*** Recorded data
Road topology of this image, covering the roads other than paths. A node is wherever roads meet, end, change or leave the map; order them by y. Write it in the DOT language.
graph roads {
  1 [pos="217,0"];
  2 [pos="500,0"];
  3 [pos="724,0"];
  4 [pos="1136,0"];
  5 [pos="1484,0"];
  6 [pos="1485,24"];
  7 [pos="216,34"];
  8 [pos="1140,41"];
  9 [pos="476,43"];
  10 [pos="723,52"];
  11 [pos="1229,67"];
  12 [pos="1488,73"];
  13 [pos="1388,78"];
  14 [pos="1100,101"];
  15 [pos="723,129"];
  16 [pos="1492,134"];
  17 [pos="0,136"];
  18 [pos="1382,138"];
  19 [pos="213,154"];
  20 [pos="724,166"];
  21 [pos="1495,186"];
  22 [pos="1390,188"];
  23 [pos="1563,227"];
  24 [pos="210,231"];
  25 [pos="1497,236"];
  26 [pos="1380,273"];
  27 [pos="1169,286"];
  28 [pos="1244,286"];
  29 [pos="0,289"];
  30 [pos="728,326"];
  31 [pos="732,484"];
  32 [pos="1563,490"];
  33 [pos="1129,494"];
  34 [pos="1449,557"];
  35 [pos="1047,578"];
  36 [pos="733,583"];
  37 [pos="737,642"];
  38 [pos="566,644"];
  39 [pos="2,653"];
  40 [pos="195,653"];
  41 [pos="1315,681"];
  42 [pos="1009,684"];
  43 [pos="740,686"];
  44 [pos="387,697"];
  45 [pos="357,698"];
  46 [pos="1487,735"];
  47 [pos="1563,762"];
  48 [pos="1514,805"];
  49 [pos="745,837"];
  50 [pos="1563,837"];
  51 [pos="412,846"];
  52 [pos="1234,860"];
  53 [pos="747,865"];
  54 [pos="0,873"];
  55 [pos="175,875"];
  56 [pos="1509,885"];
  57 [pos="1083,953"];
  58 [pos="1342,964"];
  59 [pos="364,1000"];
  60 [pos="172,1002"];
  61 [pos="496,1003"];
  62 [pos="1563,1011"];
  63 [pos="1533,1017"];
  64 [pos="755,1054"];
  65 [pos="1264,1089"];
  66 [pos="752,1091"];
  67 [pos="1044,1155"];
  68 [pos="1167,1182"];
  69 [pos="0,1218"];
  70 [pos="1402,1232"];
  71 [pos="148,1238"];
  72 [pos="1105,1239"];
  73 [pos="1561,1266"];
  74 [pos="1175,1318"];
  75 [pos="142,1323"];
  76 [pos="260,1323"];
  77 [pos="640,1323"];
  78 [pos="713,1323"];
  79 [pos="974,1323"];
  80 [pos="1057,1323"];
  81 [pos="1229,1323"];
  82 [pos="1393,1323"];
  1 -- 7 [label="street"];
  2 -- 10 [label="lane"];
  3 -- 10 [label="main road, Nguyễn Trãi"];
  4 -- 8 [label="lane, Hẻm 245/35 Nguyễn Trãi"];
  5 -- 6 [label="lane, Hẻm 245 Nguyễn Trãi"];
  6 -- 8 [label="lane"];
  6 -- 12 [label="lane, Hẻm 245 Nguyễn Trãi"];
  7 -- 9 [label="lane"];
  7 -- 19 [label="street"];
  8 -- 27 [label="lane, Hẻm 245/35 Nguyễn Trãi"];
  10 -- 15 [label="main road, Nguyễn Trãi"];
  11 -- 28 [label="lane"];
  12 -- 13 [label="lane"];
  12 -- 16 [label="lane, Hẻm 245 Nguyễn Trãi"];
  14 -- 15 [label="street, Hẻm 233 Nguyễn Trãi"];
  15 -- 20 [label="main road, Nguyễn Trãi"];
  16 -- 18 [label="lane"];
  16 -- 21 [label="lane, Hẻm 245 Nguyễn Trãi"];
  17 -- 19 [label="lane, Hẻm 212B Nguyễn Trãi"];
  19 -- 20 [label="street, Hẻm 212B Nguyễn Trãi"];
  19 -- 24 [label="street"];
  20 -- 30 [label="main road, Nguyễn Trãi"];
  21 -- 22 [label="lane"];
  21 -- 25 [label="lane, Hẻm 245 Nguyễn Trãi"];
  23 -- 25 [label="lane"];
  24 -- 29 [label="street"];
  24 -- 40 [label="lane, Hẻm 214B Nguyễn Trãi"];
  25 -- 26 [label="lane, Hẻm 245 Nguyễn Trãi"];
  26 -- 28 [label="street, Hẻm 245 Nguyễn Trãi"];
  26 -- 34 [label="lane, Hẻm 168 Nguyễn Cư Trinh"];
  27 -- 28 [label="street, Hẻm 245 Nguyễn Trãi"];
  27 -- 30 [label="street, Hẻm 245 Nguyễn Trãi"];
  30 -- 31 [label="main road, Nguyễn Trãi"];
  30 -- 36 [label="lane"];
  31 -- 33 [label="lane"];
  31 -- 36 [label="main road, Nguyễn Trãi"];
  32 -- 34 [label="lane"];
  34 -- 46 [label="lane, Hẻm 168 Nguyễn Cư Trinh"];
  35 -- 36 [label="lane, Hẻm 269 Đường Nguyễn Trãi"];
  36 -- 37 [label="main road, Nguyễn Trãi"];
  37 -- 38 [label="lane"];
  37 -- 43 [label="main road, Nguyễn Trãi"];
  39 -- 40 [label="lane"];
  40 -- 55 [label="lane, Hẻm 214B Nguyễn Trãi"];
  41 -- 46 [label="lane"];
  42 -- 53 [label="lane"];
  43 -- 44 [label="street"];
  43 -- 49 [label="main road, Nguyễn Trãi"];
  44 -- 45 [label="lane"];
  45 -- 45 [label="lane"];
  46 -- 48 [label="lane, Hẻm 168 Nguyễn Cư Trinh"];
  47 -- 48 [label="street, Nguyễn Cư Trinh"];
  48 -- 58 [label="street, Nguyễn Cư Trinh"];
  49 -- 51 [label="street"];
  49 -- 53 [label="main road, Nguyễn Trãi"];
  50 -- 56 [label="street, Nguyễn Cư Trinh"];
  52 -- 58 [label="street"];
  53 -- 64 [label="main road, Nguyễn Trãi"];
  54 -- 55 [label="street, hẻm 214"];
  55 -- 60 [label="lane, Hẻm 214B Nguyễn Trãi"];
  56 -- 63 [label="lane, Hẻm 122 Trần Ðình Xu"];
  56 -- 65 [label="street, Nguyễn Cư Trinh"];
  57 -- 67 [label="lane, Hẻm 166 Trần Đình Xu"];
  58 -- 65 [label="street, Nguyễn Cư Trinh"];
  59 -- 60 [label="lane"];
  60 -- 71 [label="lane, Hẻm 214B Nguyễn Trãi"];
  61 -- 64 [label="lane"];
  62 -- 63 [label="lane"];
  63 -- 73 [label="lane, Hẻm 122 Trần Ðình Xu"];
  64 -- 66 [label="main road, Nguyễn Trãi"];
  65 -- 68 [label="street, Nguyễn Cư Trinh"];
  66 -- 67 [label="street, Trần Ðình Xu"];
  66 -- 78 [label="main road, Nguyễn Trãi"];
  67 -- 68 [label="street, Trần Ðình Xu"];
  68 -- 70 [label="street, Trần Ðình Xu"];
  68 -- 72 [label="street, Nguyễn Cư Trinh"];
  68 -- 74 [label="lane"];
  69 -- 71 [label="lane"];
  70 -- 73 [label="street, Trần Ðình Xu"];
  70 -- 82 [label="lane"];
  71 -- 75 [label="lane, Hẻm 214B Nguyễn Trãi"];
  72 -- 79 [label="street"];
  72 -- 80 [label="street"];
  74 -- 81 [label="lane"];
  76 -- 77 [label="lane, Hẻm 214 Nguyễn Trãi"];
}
******
What you are asked to do
What is needed here is a word-for-word copy of the whole listing.

Answer section
Road topology of this image, covering the roads other than paths. A node is wherever roads meet, end, change or leave the map; order them by y. Write it in the DOT language.
graph roads {
  1 [pos="217,0"];
  2 [pos="500,0"];
  3 [pos="724,0"];
  4 [pos="1136,0"];
  5 [pos="1484,0"];
  6 [pos="1485,24"];
  7 [pos="216,34"];
  8 [pos="1140,41"];
  9 [pos="476,43"];
  10 [pos="723,52"];
  11 [pos="1229,67"];
  12 [pos="1488,73"];
  13 [pos="1388,78"];
  14 [pos="1100,101"];
  15 [pos="723,129"];
  16 [pos="1492,134"];
  17 [pos="0,136"];
  18 [pos="1382,138"];
  19 [pos="213,154"];
  20 [pos="724,166"];
  21 [pos="1495,186"];
  22 [pos="1390,188"];
  23 [pos="1563,227"];
  24 [pos="210,231"];
  25 [pos="1497,236"];
  26 [pos="1380,273"];
  27 [pos="1169,286"];
  28 [pos="1244,286"];
  29 [pos="0,289"];
  30 [pos="728,326"];
  31 [pos="732,484"];
  32 [pos="1563,490"];
  33 [pos="1129,494"];
  34 [pos="1449,557"];
  35 [pos="1047,578"];
  36 [pos="733,583"];
  37 [pos="737,642"];
  38 [pos="566,644"];
  39 [pos="2,653"];
  40 [pos="195,653"];
  41 [pos="1315,681"];
  42 [pos="1009,684"];
  43 [pos="740,686"];
  44 [pos="387,697"];
  45 [pos="357,698"];
  46 [pos="1487,735"];
  47 [pos="1563,762"];
  48 [pos="1514,805"];
  49 [pos="745,837"];
  50 [pos="1563,837"];
  51 [pos="412,846"];
  52 [pos="1234,860"];
  53 [pos="747,865"];
  54 [pos="0,873"];
  55 [pos="175,875"];
  56 [pos="1509,885"];
  57 [pos="1083,953"];
  58 [pos="1342,964"];
  59 [pos="364,1000"];
  60 [pos="172,1002"];
  61 [pos="496,1003"];
  62 [pos="1563,1011"];
  63 [pos="1533,1017"];
  64 [pos="755,1054"];
  65 [pos="1264,1089"];
  66 [pos="752,1091"];
  67 [pos="1044,1155"];
  68 [pos="1167,1182"];
  69 [pos="0,1218"];
  70 [pos="1402,1232"];
  71 [pos="148,1238"];
  72 [pos="1105,1239"];
  73 [pos="1561,1266"];
  74 [pos="1175,1318"];
  75 [pos="142,1323"];
  76 [pos="260,1323"];
  77 [pos="640,1323"];
  78 [pos="713,1323"];
  79 [pos="974,1323"];
  80 [pos="1057,1323"];
  81 [pos="1229,1323"];
  82 [pos="1393,1323"];
  1 -- 7 [label="street"];
  2 -- 10 [label="lane"];
  3 -- 10 [label="main road, Nguyễn Trãi"];
  4 -- 8 [label="lane, Hẻm 245/35 Nguyễn Trãi"];
  5 -- 6 [label="lane, Hẻm 245 Nguyễn Trãi"];
  6 -- 8 [label="lane"];
  6 -- 12 [label="lane, Hẻm 245 Nguyễn Trãi"];
  7 -- 9 [label="lane"];
  7 -- 19 [label="street"];
  8 -- 27 [label="lane, Hẻm 245/35 Nguyễn Trãi"];
  10 -- 15 [label="main road, Nguyễn Trãi"];
  11 -- 28 [label="lane"];
  12 -- 13 [label="lane"];
  12 -- 16 [label="lane, Hẻm 245 Nguyễn Trãi"];
  14 -- 15 [label="street, Hẻm 233 Nguyễn Trãi"];
  15 -- 20 [label="main road, Nguyễn Trãi"];
  16 -- 18 [label="lane"];
  16 -- 21 [label="lane, Hẻm 245 Nguyễn Trãi"];
  17 -- 19 [label="lane, Hẻm 212B Nguyễn Trãi"];
  19 -- 20 [label="street, Hẻm 212B Nguyễn Trãi"];
  19 -- 24 [label="street"];
  20 -- 30 [label="main road, Nguyễn Trãi"];
  21 -- 22 [label="lane"];
  21 -- 25 [label="lane, Hẻm 245 Nguyễn Trãi"];
  23 -- 25 [label="lane"];
  24 -- 29 [label="street"];
  24 -- 40 [label="lane, Hẻm 214B Nguyễn Trãi"];
  25 -- 26 [label="lane, Hẻm 245 Nguyễn Trãi"];
  26 -- 28 [label="street, Hẻm 245 Nguyễn Trãi"];
  26 -- 34 [label="lane, Hẻm 168 Nguyễn Cư Trinh"];
  27 -- 28 [label="street, Hẻm 245 Nguyễn Trãi"];
  27 -- 30 [label="street, Hẻm 245 Nguyễn Trãi"];
  30 -- 31 [label="main road, Nguyễn Trãi"];
  30 -- 36 [label="lane"];
  31 -- 33 [label="lane"];
  31 -- 36 [label="main road, Nguyễn Trãi"];
  32 -- 34 [label="lane"];
  34 -- 46 [label="lane, Hẻm 168 Nguyễn Cư Trinh"];
  35 -- 36 [label="lane, Hẻm 269 Đường Nguyễn Trãi"];
  36 -- 37 [label="main road, Nguyễn Trãi"];
  37 -- 38 [label="lane"];
  37 -- 43 [label="main road, Nguyễn Trãi"];
  39 -- 40 [label="lane"];
  40 -- 55 [label="lane, Hẻm 214B Nguyễn Trãi"];
  41 -- 46 [label="lane"];
  42 -- 53 [label="lane"];
  43 -- 44 [label="street"];
  43 -- 49 [label="main road, Nguyễn Trãi"];
  44 -- 45 [label="lane"];
  45 -- 45 [label="lane"];
  46 -- 48 [label="lane, Hẻm 168 Nguyễn Cư Trinh"];
  47 -- 48 [label="street, Nguyễn Cư Trinh"];
  48 -- 58 [label="street, Nguyễn Cư Trinh"];
  49 -- 51 [label="street"];
  49 -- 53 [label="main road, Nguyễn Trãi"];
  50 -- 56 [label="street, Nguyễn Cư Trinh"];
  52 -- 58 [label="street"];
  53 -- 64 [label="main road, Nguyễn Trãi"];
  54 -- 55 [label="street, hẻm 214"];
  55 -- 60 [label="lane, Hẻm 214B Nguyễn Trãi"];
  56 -- 63 [label="lane, Hẻm 122 Trần Ðình Xu"];
  56 -- 65 [label="street, Nguyễn Cư Trinh"];
  57 -- 67 [label="lane, Hẻm 166 Trần Đình Xu"];
  58 -- 65 [label="street, Nguyễn Cư Trinh"];
  59 -- 60 [label="lane"];
  60 -- 71 [label="lane, Hẻm 214B Nguyễn Trãi"];
  61 -- 64 [label="lane"];
  62 -- 63 [label="lane"];
  63 -- 73 [label="lane, Hẻm 122 Trần Ðình Xu"];
  64 -- 66 [label="main road, Nguyễn Trãi"];
  65 -- 68 [label="street, Nguyễn Cư Trinh"];
  66 -- 67 [label="street, Trần Ðình Xu"];
  66 -- 78 [label="main road, Nguyễn Trãi"];
  67 -- 68 [label="street, Trần Ðình Xu"];
  68 -- 70 [label="street, Trần Ðình Xu"];
  68 -- 72 [label="street, Nguyễn Cư Trinh"];
  68 -- 74 [label="lane"];
  69 -- 71 [label="lane"];
  70 -- 73 [label="street, Trần Ðình Xu"];
  70 -- 82 [label="lane"];
  71 -- 75 [label="lane, Hẻm 214B Nguyễn Trãi"];
  72 -- 79 [label="street"];
  72 -- 80 [label="street"];
  74 -- 81 [label="lane"];
  76 -- 77 [label="lane, Hẻm 214 Nguyễn Trãi"];
}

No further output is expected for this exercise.